Comparisons of the EEMDs of the monthly time series and of the surface water temperatures in Lake Michigan and the air temperatures in the city of Aurora (neither is shown), reveal 7 intrinsic modes of variability. These modes include seasonal, annual, biennial, 3-5 year, 6-8 year, 15-16 year and 32-35 year modulated cycles with comparable amplitudes on a mode by mode basis. The trends and rates of change of those trends of the temperatures over the same time series record lengths, from January 1949 through September 2013, presented in Figure 11, show that the averaged water temperatures ranged from 8.22°C at the onset of the water temperature record in 1949 to 7.70°C in 1979 to 8.97°C by record end with a bottoming to 7.70°C in 1979. Meanwhile, the air temperature time series began at 8.81°C in 1949, bottomed at 8.54°C in 1965 and peaked at 10.42°C at record end. This constitutes 64.75 year record length differentials of 0.75°C in the water temperature and 1.61°C in air temperature. Data obtained from the NCEP/NCAR reanalysis yields the end points of the time series to be 8.22°C in January 1949 and 8.97°C in September 2013. This translates to a rate of increase of + 0.012°C/year. Using this value and then calculating the contribution of the process of evaporation’s to lake level change, it is found that over 100 years the difference in Great Lake water level could be 40.6 cm (16 in); in keeping with the above estimates.
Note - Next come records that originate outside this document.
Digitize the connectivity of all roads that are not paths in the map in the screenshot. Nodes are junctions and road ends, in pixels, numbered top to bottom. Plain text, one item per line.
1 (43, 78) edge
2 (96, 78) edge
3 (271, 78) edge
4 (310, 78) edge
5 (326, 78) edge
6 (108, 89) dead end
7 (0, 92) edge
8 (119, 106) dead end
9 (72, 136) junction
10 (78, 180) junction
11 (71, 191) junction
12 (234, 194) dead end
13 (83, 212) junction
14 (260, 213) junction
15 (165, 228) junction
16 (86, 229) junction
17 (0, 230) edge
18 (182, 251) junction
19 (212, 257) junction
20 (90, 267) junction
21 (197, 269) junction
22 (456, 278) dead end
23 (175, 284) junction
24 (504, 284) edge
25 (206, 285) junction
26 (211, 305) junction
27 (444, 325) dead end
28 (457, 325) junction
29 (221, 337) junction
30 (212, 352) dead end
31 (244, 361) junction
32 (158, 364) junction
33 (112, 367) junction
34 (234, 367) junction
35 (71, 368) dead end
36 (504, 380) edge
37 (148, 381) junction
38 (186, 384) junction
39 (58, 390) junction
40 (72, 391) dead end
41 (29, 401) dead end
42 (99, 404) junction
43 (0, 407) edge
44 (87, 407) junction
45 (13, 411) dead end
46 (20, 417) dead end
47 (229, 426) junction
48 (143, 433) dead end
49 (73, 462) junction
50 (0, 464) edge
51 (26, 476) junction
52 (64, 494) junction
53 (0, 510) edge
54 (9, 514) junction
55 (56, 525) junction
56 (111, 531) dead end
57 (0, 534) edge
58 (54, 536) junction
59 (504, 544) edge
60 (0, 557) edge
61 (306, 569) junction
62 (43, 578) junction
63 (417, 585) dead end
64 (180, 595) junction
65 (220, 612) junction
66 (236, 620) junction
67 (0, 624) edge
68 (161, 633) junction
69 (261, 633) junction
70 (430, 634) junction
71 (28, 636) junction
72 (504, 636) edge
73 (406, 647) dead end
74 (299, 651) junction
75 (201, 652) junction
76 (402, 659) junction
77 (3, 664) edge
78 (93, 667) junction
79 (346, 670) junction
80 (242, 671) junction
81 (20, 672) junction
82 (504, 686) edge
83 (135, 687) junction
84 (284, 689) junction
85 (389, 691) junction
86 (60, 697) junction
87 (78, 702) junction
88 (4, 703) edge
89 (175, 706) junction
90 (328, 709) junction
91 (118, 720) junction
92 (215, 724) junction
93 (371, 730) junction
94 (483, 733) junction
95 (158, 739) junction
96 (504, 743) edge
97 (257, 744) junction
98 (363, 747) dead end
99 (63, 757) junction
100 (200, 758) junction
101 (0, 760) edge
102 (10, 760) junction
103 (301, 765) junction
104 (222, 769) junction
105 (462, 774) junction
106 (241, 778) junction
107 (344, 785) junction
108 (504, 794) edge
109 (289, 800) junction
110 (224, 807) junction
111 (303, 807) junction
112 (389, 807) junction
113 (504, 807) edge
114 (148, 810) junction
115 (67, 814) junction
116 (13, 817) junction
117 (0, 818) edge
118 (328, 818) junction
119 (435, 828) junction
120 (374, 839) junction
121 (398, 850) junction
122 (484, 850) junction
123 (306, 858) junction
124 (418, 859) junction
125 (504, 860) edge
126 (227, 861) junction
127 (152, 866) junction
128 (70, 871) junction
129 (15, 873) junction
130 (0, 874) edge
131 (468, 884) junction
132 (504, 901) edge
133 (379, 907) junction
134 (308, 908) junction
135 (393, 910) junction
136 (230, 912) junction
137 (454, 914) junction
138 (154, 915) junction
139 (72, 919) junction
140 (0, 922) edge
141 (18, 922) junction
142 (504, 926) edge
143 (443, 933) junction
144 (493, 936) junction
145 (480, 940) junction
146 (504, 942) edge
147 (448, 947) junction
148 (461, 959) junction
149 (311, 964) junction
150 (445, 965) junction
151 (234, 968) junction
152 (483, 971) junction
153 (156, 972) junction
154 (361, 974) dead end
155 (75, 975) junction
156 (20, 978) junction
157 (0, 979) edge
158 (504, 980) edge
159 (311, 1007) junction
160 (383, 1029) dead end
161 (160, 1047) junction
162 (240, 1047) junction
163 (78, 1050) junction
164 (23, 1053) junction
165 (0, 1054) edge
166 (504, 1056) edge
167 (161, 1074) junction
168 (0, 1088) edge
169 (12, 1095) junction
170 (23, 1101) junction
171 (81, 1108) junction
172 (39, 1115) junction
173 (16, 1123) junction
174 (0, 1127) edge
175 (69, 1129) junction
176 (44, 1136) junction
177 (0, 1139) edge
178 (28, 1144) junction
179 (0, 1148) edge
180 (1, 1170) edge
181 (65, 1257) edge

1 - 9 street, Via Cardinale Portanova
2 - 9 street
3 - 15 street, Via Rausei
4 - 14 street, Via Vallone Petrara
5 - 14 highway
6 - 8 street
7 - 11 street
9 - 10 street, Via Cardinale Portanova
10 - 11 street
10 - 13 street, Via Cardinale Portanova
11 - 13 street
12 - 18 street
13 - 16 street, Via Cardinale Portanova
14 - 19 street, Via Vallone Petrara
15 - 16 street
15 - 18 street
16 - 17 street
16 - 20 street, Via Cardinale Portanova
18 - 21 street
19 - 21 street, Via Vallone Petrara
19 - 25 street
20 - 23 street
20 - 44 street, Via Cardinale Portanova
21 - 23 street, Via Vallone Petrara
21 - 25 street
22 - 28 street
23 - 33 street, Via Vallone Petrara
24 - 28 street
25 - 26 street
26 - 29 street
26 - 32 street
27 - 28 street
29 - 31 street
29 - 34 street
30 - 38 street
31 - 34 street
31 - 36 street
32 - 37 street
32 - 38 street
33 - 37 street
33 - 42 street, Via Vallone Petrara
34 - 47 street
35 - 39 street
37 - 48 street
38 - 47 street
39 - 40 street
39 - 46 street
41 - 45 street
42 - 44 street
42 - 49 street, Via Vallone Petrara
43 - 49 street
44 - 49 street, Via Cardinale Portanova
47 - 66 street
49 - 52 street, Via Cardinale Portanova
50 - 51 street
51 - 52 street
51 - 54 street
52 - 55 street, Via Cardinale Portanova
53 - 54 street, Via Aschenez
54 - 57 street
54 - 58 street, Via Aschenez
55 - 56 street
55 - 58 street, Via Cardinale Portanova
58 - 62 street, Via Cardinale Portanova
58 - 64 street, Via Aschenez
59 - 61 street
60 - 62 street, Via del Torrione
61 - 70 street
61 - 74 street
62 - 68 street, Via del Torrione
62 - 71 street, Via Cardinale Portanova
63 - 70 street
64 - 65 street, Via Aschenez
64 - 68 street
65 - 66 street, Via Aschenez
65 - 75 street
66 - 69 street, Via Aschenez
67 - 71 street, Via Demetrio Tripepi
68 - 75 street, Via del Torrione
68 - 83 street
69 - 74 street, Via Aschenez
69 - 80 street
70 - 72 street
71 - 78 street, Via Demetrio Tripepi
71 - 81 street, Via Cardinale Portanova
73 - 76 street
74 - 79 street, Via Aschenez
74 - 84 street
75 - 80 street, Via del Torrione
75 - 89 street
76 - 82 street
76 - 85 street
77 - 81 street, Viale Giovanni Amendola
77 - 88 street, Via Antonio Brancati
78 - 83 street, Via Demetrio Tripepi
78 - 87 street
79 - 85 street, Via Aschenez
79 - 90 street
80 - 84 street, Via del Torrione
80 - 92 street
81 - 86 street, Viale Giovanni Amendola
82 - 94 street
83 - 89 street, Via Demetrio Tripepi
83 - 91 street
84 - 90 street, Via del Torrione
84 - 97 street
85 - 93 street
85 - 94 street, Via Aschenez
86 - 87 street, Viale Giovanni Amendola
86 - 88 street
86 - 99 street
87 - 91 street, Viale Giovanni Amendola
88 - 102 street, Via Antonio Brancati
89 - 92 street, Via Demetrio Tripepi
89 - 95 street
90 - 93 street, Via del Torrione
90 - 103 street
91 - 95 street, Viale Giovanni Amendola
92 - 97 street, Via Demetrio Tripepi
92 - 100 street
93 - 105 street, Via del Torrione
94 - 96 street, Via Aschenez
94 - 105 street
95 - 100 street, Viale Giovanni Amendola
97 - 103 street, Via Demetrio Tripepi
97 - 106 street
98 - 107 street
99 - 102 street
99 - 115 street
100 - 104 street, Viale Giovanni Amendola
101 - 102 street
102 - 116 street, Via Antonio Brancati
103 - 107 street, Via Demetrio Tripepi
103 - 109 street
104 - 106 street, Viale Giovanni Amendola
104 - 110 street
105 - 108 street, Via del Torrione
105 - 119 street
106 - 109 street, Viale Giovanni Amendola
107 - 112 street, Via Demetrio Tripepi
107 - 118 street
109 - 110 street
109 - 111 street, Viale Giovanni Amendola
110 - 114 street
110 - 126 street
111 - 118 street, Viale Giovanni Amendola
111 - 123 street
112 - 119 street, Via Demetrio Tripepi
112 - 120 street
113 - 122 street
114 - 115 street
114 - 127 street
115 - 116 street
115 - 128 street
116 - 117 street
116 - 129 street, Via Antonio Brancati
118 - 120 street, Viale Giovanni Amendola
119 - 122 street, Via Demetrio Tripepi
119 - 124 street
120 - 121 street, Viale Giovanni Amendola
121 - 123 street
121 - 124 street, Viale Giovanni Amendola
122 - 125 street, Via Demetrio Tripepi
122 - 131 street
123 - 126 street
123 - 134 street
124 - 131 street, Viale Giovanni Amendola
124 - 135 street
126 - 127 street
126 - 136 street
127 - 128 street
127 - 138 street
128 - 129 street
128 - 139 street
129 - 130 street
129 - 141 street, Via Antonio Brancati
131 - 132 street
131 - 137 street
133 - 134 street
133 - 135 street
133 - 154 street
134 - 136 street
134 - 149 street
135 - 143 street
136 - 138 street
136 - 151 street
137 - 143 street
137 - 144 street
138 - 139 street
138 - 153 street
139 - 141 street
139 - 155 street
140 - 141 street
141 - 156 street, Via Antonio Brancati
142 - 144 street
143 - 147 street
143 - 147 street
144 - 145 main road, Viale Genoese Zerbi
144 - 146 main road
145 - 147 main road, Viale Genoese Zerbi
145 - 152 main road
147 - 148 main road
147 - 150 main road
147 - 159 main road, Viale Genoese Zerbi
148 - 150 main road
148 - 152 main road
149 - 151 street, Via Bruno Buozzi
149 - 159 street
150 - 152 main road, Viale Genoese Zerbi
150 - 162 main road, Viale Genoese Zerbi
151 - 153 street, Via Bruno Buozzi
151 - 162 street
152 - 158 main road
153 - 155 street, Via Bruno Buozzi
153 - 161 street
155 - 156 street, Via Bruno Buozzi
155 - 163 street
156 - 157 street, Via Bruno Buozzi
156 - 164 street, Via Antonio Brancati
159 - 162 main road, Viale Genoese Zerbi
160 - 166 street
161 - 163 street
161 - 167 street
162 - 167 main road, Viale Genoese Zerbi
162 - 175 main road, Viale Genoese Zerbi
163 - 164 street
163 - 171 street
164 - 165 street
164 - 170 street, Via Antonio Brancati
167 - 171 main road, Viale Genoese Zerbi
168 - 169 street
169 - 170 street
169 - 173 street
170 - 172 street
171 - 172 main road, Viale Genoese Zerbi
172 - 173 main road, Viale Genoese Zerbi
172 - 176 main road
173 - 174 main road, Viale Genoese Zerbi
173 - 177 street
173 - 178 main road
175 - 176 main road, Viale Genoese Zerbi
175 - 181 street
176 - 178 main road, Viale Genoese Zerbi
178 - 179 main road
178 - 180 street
Figure 11: (Upper panel) Trends of Aurora air temperature (black line) and Lake Michigan surface water temperature (gray line) time series from January 1949-September 2103. (Lower panel) Time rates of change of the Aurora air temperature trend (black line) and the Lake Michigan surface water temperature trend (gray line).
In Figure 12 the overlapping plots of the Calumet water level IMF 8 plus the overall trend are summed and plotted against the Aurora air temperature IMF 8 summed with its overall trend. The results indicate a 110 year, inverse modulation in the two time series; very suggestive of relationships between lake water levels and air temperatures over long period climate factors. We use this agreement as the basis for examining data in (Figures 13 and 14).
In Figure 13, we see the long term trends summed with IMF modes 8 of the Global Surface (land and ocean) Temperature Anomaly (GSTA) time series versus those of Calumet Harbor water level and Aurora air temperature. The GSTA and AAT are proportional while the GSTA and CWL are inversely proportional. In Figure 14, we see the long term trends summed with IMF modes 8 of the Atlantic Multi-decadal Oscillation (the AMO Index) time series versus those of Calumet Harbor water level and Aurora air temperature. The AMO index is calculated at the NOAA Earth Systems Research Laboratory Physical Sciences Division (PSD) by using the Kaplan SST data set (5×5), determining the area-weighted average over the North Atlantic over 0-70N. We see that the AMO and AAT are proportional and inphase while the AMO and CWL are inversely proportional.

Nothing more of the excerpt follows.